Breakdown: Mud and Water of Spintires

Pavel Zagrebelnyy has shared an article with some technical details behind rendering of Mud and Water in Spintires:MudRunner.

Pavel Zagrebelnyy has shared an article with some technical details behind rendering of Mud and Water in Spintires:MudRunner, a driving simulation game from Saber Interactive. The developer decomposed some screenshots from the game and then showed how you can recreate mud and water from Spintiers with your 3D tools.

Here is a small piece about mud to get you interested:

Game levels in MudRunner can be up to 1km x 1km in size. They are subdivided into a grid of 16m x 16m blocks. Each block contains a list of plants (trees, rocks, etc.), base terrain data, mud data (optional), and other data. Game only draws those blocks that are inside camera “frustum”. Only those blocks that are near the truck that player is driving are “active”. Game only performs plants physics simulation, mud simulation and water simulation for “active” blocks.

The mud simulation consists of mud-vehicle physics processing (performed by CPU) and rendering of the mud (performed by GPU). For a number of reasons (CPU and GPU are out of sync on PC, high detalization required for rendering is not required for physics, etc..), those two tasks operate on completely different sets of data. We won’t go into details of physics here, but in short, there is no rocket science involved, but it’s not something Havok (physics engine in MudRunner) can do out of the box.

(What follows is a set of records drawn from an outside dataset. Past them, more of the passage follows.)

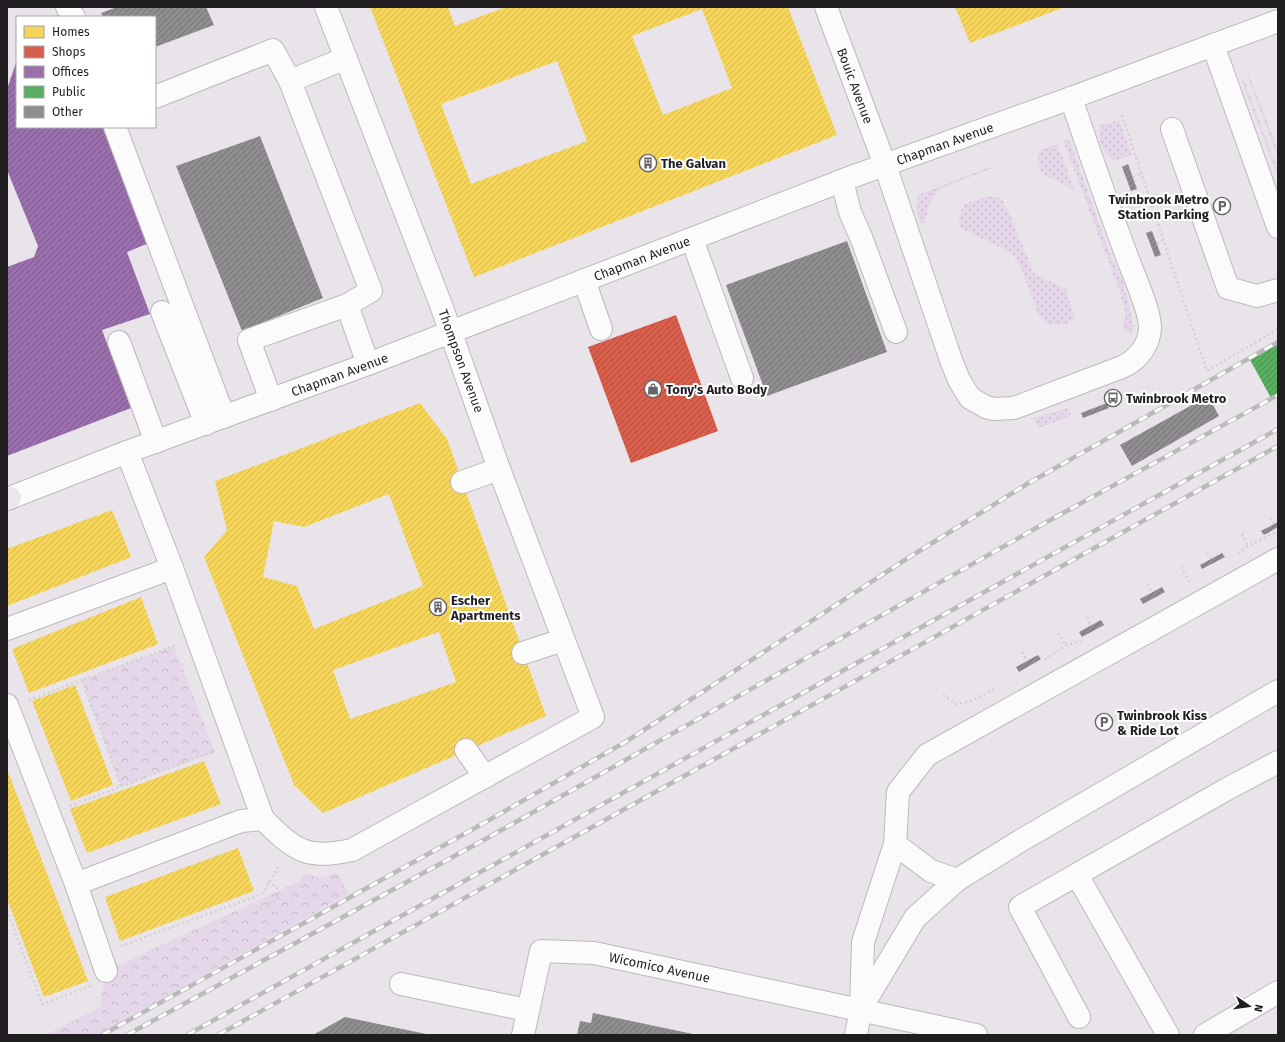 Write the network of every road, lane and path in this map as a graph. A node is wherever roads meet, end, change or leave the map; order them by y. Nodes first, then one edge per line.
1 (67, 7) edge
2 (326, 7) edge
3 (826, 7) edge
4 (73, 16) edge
5 (1278, 20) edge
6 (1213, 45) junction
7 (346, 58) junction
8 (290, 81) junction
9 (156, 97) edge
10 (1071, 98) junction
11 (1122, 115) dead end
12 (115, 128) edge
13 (1172, 129) dead end
14 (885, 165) junction
15 (1142, 174) junction
16 (1133, 177) dead end
17 (842, 181) junction
18 (1278, 227) edge
19 (692, 239) junction
20 (1163, 240) junction
21 (1157, 244) dead end
22 (584, 280) junction
23 (1278, 290) edge
24 (347, 305) junction
25 (162, 312) dead end
26 (601, 329) dead end
27 (1278, 329) edge
28 (451, 332) junction
29 (896, 332) dead end
30 (119, 342) dead end
31 (368, 364) junction
32 (742, 378) dead end
33 (271, 400) junction
34 (1097, 413) dead end
35 (1100, 417) dead end
36 (215, 420) junction
37 (156, 442) junction
38 (127, 452) junction
39 (499, 468) junction
40 (462, 482) dead end
41 (8, 499) edge
42 (1270, 518) dead end
43 (1274, 524) dead end
44 (1242, 534) dead end
45 (1248, 546) dead end
46 (1207, 553) dead end
47 (1211, 558) dead end
48 (1278, 558) edge
49 (1181, 567) dead end
50 (172, 568) junction
51 (1189, 582) dead end
52 (1148, 584) dead end
53 (1152, 593) dead end
54 (1087, 617) dead end
55 (1091, 626) dead end
56 (7, 629) edge
57 (1058, 633) dead end
58 (563, 640) junction
59 (1066, 646) dead end
60 (1022, 652) dead end
61 (177, 653) dead end
62 (523, 653) dead end
63 (1027, 661) dead end
64 (82, 680) junction
65 (1278, 691) edge
66 (8, 707) edge
67 (212, 744) dead end
68 (466, 750) dead end
69 (1278, 762) edge
70 (485, 777) junction
71 (121, 786) junction
72 (49, 814) junction
73 (263, 819) junction
74 (895, 844) junction
75 (279, 866) dead end
76 (1077, 875) junction
77 (957, 880) junction
78 (268, 882) junction
79 (76, 884) junction
80 (7, 910) edge
81 (252, 914) dead end
82 (124, 952) dead end
83 (100, 978) joint
84 (401, 984) dead end
85 (1278, 992) edge
86 (861, 1009) junction
87 (527, 1010) junction
88 (1079, 1017) dead end
89 (522, 1035) edge
90 (856, 1035) edge
91 (976, 1035) edge
92 (1168, 1035) edge
93 (1205, 1035) edge

1 - 4 street
2 - 7 street, Thompson Avenue
3 - 14 street, Bouic Avenue
5 - 6 street, Chapman Avenue
6 - 10 street, Chapman Avenue
6 - 18 street
7 - 8 street
7 - 28 street, Thompson Avenue
8 - 9 street
8 - 24 street
10 - 14 street, Chapman Avenue
10 - 14 street, Bouic Avenue
11 - 15 path
12 - 36 street
13 - 23 street
14 - 17 street, Chapman Avenue
15 - 16 path
15 - 20 path
17 - 19 street, Chapman Avenue
17 - 29 street
19 - 22 street, Chapman Avenue
19 - 32 street
20 - 21 path
20 - 27 path
22 - 26 street
22 - 28 street, Chapman Avenue
24 - 31 street
24 - 33 street
25 - 36 street
28 - 31 street, Chapman Avenue
28 - 39 street, Thompson Avenue
30 - 37 street
31 - 33 street, Chapman Avenue
33 - 36 street, Chapman Avenue
34 - 35 path
36 - 37 street, Chapman Avenue
37 - 38 street, Chapman Avenue
38 - 41 street, Chapman Avenue
38 - 50 street
39 - 40 street
39 - 58 street, Thompson Avenue
42 - 43 path
44 - 45 path
46 - 47 path
48 - 74 street
49 - 51 path
50 - 56 street
50 - 73 street
52 - 53 path
54 - 55 path
57 - 59 path
58 - 62 street
58 - 70 street, Thompson Avenue
60 - 63 path
61 - 64 path
64 - 66 path
64 - 71 path
65 - 77 street
66 - 72 street
67 - 71 path
68 - 70 street
69 - 76 street
70 - 73 street
71 - 72 path
72 - 79 street
73 - 79 street
74 - 77 street
74 - 86 street
75 - 78 path
76 - 88 street
76 - 92 street
77 - 86 street
78 - 81 path
78 - 82 path
79 - 83 street
80 - 83 path
84 - 87 street
85 - 93 street
86 - 87 street, Wicomico Avenue
86 - 90 street
86 - 91 street
87 - 89 street, Wicomico Avenue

In order to draw the mud, vertex shader takes in a simple 2d grid of vertices, then fetches two A8R8G8B8 textures that look like this:

Texture 1. 25×25 in size for each block, is used for rendering both low-res base terrain and the high-res mud.

R (red) channel – packed height (elevation). It is unpacked into real-world height with a bit of math.

G (green) channel – grass/dirt materials mix factor. Currently, each block can only mix 2 materials.

B (blue) channel – “tint” factor. Tint adds some color variation to the environment, and illustrates physics properties (“tinted” terrain is softer).

A (alpha) channel – marks portions of base terrain that are substituted by the mud, it’s the only channel that is dynamically updated as vehicles deform terrain.

 

Texture 2. 128×128 in size, is only allocated for blocks with mud.

R (red) channel – “mud height”, is relative to elevation of base terrain. It gets unpacked into a floating point value with a simple multiplication.

GB (green, blue) channels – used for “mud offset” effect (the mud slides away from vehicles wheels as they move).

A (alpha) channel – “mud tracks”, a blending factor of terrain shader into mud shader, In combination with A channel of Texture 1 that makes mud transition into terrain unnoticeable.